▶ [What is needed]: Throughout the material below, how many lines include the string "Lwowska"? Reply with only the number.

▶ [Listed entries]:
+ + + + +

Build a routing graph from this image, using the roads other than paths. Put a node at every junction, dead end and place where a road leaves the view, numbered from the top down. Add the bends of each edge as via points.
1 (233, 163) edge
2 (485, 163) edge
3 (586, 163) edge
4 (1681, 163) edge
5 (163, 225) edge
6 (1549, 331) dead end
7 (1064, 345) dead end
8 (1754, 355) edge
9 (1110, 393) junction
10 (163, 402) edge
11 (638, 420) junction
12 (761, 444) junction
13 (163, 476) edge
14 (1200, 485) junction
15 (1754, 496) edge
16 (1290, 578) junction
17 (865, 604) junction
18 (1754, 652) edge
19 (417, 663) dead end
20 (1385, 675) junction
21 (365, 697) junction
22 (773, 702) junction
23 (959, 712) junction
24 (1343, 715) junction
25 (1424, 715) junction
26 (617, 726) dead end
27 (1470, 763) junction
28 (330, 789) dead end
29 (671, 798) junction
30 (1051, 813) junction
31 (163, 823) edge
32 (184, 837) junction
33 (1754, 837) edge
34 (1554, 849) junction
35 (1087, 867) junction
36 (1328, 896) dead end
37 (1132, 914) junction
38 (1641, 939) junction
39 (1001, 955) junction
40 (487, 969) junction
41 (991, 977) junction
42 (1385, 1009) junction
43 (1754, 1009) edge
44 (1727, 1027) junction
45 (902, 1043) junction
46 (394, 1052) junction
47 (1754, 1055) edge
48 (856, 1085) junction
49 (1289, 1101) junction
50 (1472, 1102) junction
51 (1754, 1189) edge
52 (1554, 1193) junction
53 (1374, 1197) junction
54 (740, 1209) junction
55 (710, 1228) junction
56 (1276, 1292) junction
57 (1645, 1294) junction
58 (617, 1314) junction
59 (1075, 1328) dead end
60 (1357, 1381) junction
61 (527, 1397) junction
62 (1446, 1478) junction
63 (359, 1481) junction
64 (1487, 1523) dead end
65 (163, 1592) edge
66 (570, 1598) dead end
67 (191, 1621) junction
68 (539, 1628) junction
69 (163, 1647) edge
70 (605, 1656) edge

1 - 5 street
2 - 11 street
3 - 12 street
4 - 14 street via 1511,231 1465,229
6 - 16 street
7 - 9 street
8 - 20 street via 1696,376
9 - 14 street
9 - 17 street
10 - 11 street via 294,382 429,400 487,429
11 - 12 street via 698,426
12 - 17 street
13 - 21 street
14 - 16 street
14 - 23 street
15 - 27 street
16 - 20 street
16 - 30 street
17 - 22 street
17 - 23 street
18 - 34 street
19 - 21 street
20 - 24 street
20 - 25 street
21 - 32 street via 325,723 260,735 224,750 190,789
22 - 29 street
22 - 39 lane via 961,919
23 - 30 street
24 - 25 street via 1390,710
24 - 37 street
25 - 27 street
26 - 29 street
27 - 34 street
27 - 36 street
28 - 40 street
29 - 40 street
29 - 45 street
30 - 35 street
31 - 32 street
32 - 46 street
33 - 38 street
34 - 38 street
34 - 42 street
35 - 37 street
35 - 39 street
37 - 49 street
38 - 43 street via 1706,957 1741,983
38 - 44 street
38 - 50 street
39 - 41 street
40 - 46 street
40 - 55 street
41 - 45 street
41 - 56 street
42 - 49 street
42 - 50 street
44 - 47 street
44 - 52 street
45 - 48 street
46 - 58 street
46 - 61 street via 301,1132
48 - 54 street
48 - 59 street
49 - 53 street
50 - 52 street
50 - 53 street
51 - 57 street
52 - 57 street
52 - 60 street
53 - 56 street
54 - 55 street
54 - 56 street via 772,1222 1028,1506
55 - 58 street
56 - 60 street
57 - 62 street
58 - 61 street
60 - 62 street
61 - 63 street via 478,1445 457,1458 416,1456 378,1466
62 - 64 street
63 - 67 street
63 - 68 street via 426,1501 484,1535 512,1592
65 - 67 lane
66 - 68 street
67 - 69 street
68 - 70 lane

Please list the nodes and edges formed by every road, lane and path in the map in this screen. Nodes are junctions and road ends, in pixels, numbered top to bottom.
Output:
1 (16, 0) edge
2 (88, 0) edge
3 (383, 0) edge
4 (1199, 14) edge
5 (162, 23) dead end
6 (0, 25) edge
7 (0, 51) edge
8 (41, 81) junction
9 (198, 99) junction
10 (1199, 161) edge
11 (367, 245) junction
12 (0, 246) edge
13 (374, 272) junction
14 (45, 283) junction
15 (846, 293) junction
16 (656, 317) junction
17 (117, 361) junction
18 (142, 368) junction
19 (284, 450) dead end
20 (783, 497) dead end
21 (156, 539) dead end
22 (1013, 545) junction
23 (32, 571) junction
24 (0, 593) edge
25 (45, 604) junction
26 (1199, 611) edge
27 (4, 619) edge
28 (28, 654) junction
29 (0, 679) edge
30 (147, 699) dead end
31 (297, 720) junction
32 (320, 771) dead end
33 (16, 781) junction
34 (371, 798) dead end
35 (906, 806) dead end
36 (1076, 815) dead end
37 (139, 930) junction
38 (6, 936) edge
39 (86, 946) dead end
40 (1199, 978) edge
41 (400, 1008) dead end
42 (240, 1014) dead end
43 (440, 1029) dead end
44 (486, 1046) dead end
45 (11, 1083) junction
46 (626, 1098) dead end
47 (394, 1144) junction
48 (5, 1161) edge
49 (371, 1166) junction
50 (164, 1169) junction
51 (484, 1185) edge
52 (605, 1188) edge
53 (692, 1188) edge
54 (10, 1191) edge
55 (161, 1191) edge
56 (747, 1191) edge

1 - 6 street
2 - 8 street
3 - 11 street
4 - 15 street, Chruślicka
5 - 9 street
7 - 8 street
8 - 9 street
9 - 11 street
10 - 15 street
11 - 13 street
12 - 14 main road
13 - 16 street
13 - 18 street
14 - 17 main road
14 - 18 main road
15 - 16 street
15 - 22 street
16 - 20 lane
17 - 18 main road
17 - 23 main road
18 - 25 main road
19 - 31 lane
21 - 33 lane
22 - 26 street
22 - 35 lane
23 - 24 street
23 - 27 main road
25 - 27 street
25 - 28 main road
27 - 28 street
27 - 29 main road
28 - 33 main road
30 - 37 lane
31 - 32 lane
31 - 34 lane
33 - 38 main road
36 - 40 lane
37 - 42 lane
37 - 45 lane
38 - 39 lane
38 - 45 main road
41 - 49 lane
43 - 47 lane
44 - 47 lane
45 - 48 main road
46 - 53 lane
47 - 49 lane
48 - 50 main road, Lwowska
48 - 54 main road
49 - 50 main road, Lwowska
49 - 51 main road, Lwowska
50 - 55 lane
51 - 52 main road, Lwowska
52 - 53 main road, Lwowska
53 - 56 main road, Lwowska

+ + + + +

▶ [Solution below]: 6